Laboratory Tests: Laboratory tests for following the patient with central cranial diabetes insipidus or post-surgical or head trauma-related polyuria and polydipsia include urine volume and osmolality. In some cases plasma osmolality measurements may be required. For the healthy patient with primary nocturnal enuresis, serum electrolytes should be checked at least once if therapy is continued beyond 7 days.
Drug Interactions: Although the pressor activity of Desmopressin acetate is very low compared to the antidiuretic activity, use of large doses of intranasal Desmopressin acetate with other pressor agents should only be done with careful patient monitoring.
Carcinogenesis, Mutagenesis, Impairment of Fertility: Studies with Desmopressin acetate have not been performed to evaluate carcinogenic potential, mutagenic potential or effects on fertility.
Pregnancy Category B: Fertility studies have not been done. Teratology studies in rats and rabbits at doses from 0.05 to 10 µg/kg/day (approximately 0.1 times the maximum systemic human exposure in rats and up to 38 times the maximum systemic human exposure in rabbits based on surface area, mg/m2) revealed no harm to the fetus due to Desmopressin acetate. There are, however, no adequate and well controlled studies in pregnant women. Because animal reproduction studies are not always predictive of human response, this drug should be used during pregnancy only if clearly needed.
Several publications of desmopressin acetate's use in the management of diabetes insipidus during pregnancy are available; these include a few anecdotal reports of congenital anomalies and low birth weight babies. However, no causal connection between these events and desmopressin acetate has been established. A fifteen year, Swedish epidemiologic study of the use of desmopressin acetate in pregnant women with diabetes insipidus found the rate of birth defects to be no greater than that in the general population; however the statistical power of this study is low. As opposed to preparations containing natural hormones, desmopressin acetate in antidiuretic doses has no uterotonic action and the physician will have to weigh the therapeutic advantages against the possible risks in each case.
Nursing Mothers: There have been no controlled studies in nursing mothers. A single study in postpartum women demonstrated a marked change in plasma, but little if any change in assayable Desmopressin acetate in breast milk following an intranasal dose of 10 µg. It is not known whether this drug is excreted in human milk. Because many drugs are excreted in human milk, caution should be exercised when Desmopressin acetate is administered to a nursing woman.

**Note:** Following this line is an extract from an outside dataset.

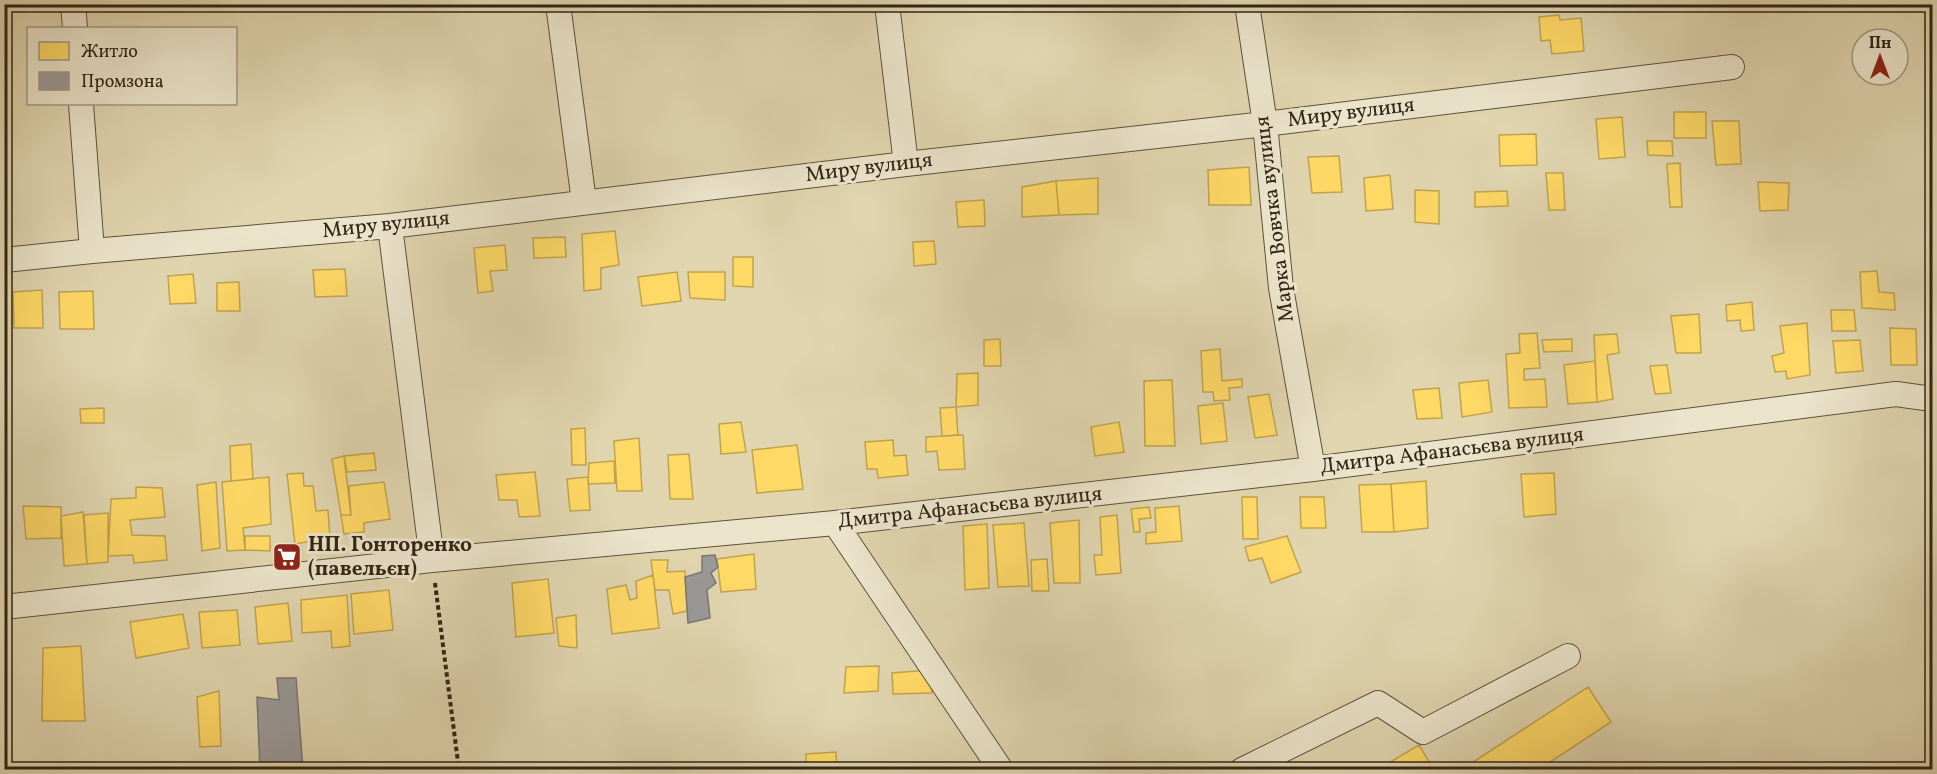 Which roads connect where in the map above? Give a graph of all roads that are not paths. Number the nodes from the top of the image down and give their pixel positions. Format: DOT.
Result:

Pediatric Use: Primary Nocturnal Enuresis: Desmopressin Acetate Rhinal Tube has been used in childhood nocturnal enuresis. Short-term (4-8 weeks) Desmopressin Acetate Rhinal Tube administration has been shown to be safe and modestly effective in pediatric patients aged 6 years or older with severe childhood nocturnal enuresis. Adequately controlled studies with intranasal Desmopressin acetatein primary nocturnal enuresis have not been conducted beyond 4-8 weeks. The dose should be individually adjusted to achieve the best results.
Central Cranial Diabetes Insipidus: Desmopressin Acetate Rhinal Tube has been used in pediatric patients with diabetes insipidus. Use in infants and pediatric patients will require careful fluid intake restriction to prevent possible hyponatremia and water intoxication. The dose must be individually adjusted to the patient with attention in the very young to the danger of an extreme decrease in plasma osmolality with resulting convulsions. Dose should start at 0.05 mL or less.
There are reports of an occasional change in response with time, usually greater than 6 months. Some patients may show a decreased responsiveness, others a shortened duration of effect. There is no evidence this effect is due to the development of binding antibodies but may be due to a local inactivation of the peptide.